The reward for the long hike in was a wonderful panorama of the area from the small rocky outcrop at the top crowned by a dainty cairn. We sat down and took a nice long rest, enjoying the terrific views to the south. The view to the north and northeast is mostly blocked by trees but a horse trail seems to continue through the forest on the NW side. Because of all the trees JI Mountain feels a little more like a hill, but at 2152 m it eclipses The Diamond by more than 100 m and is only 50 m lower than Mount Minos!

Our return route was almost identical to the approach, except that this time we took the wagon trail back to The Gap and crossed it over ice and on a narrow horse trail on the west side. Now that we were more confident about the integrity of the ice, we made great time following our tracks on the river back to the car.

 

Warning: I think a trip report like this should come with a big fat warning for anyone thinking of repeating this or something similar. Hiking on a frozen river can be extremely dangerous. The risks of breaking through and being swept under the ice by strong currents cannot be underestimated. Water temperatures near freezing will cause instant hypothermia, reducing your chances of survival to a very short window (max. 1-2 minutes) if you can’t get out right away. Water levels in the Panther River ranged from ankle deep to more than a metre and a half as far as we could see in openings in the ice. A prolonged period of very cold temperatures (ideally below -20°C) is necessary for thick ice to form, and even then it can be thin or unstable in certain places. Don’t ever attempt this alone and if in doubt take the horse or wagon trails instead – they may be slower, but are definitely safer.

 

Elevation:

2152 m  (my GPS)

Elevation gain:

730 m

Time:

8.5 h

Distance:

21.5 km

Difficulty level:

Easy (Kane), T3 (SAC)

Comments:

See warning above!

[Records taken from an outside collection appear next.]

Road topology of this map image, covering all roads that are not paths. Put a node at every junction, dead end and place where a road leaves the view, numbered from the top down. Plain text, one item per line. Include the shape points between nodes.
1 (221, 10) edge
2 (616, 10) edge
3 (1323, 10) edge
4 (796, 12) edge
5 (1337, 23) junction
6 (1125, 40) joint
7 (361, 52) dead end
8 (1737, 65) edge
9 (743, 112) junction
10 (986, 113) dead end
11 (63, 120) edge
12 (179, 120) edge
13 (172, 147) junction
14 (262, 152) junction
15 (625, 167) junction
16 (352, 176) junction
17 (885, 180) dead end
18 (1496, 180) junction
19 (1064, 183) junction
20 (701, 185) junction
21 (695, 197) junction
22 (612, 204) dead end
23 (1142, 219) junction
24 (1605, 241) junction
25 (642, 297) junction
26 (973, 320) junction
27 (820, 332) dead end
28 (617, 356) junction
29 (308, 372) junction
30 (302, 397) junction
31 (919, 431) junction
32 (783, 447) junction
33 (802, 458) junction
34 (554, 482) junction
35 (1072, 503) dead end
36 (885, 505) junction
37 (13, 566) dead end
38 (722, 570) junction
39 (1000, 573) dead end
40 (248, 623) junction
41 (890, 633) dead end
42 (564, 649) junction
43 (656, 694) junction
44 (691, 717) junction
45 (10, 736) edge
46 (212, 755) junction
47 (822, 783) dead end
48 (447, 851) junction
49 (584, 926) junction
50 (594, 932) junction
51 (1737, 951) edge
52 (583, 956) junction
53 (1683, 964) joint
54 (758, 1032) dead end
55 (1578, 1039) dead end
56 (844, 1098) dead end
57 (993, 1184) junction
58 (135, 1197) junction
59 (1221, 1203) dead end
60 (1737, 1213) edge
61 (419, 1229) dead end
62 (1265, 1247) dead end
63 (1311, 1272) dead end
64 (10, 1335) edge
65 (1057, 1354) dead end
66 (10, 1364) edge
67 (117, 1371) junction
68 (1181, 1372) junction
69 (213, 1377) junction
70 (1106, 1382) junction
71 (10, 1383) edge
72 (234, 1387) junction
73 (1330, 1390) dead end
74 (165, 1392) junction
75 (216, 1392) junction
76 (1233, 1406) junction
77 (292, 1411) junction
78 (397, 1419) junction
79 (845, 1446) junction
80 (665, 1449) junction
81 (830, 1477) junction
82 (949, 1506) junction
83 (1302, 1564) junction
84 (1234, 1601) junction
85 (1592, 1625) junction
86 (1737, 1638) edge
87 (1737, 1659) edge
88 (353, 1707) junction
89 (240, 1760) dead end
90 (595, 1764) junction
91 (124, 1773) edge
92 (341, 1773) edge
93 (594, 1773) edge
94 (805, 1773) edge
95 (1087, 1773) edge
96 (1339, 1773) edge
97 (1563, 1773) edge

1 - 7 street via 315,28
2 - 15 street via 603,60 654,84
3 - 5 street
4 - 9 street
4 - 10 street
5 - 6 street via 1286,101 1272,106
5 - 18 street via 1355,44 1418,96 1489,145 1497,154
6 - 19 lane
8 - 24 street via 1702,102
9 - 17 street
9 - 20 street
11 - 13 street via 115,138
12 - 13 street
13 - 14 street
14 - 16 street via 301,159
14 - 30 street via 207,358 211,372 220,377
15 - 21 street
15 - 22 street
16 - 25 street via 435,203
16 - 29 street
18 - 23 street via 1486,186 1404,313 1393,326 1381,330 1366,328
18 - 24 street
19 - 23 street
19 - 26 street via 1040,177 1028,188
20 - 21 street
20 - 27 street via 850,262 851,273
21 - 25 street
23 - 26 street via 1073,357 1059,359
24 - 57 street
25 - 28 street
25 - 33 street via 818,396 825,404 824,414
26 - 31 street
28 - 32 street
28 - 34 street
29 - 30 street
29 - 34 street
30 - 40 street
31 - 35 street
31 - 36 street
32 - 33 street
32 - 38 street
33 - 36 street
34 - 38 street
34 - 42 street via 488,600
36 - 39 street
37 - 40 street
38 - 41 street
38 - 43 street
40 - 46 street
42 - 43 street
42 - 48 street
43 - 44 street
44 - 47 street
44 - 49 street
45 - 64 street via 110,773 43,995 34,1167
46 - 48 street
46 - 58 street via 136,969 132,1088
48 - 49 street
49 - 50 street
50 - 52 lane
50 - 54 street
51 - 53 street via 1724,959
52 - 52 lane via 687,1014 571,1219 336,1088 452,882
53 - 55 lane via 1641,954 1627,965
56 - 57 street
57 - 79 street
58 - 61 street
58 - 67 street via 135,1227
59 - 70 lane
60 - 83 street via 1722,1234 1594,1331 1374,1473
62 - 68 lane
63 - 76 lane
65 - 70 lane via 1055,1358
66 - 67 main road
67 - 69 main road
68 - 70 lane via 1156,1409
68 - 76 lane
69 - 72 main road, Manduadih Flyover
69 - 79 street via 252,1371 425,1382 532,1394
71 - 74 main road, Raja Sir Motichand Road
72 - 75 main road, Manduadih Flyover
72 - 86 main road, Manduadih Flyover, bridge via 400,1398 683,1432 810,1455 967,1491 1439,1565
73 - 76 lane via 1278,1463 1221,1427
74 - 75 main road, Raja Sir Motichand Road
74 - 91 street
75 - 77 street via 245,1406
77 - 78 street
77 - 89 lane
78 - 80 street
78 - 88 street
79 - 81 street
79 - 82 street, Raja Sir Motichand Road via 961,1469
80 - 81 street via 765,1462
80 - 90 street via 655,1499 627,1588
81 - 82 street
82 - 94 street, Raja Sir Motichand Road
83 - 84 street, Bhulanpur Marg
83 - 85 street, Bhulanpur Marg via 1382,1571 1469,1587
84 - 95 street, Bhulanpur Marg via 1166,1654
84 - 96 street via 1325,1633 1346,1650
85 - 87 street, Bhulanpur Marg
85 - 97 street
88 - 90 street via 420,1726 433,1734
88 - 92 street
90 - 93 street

Possible avalanche risk on parts of the mountain if snow cover is thick enough.

Reference:

Own routefinding

Personal rating:

4 (out of 5)


The Panther River is completely frozen over at the start.
At first, we moved very carefully and stuck to the sides where the ice is normally thicker.
Trevor probing the ice under a thin layer of snow.
The ice proved to be quite thick and multilayered.
Getting closer to The Gap, just to the left of the steep ridge.
The first holes appear in the ice cover.
This wedge-shaped opening revealed an ice thickness of about 40 cm. The current was relatively strong and the water depth about 1.5 m at this point.
Another open crack in the ice.
Bulbous icicles form around the edge of a hole.
This super smooth surface periodically gets flooded by the water, resulting in a flat layer of younger bluish ice on top.
A tropical beach!
At The Gap: most of the ice is gone in this wind-swept place.
View towards JI Mountain from The Gap, with Barrier Mountain behind on the left.
I’m not sure if Barrier Mountain can be scrambled from this side. Richard and I climbed it from the backside in 2017.
A detailed look at the impressive summit mass of Dormer Mountain.
Panther Mountain in Banff National Park to the west is not easy to access.
Looking back at The Gap: The Diamond on the left, Winchester Ridge on the right.
On towards the much easier JI Mountain.
We follow a wagon trail north. At this point, with a view of Mount Minos in the back, we turn left up the gentle southern hillside of JI Mountain.
Easy hiking on open grassy slopes.
A dilapidated mast, perhaps for a weather station.
It’s a nice ridgewalk to the summit.
Cougar tracks.
Thankfully there’s not a lot of snow around, but if conditions were different this could well be an avalanche-prone area.
At the summit of JI Mountain (2152 m), looking towards The Gap.
Mount Minos to the east.
Another look at Panther Mountain in the distance.
Winchester Ridge in the foreground. The pointy peak on the horizon on far left is Ghost Peak.
Heading back down.
On the horse wagon trail hiking towards The Gap.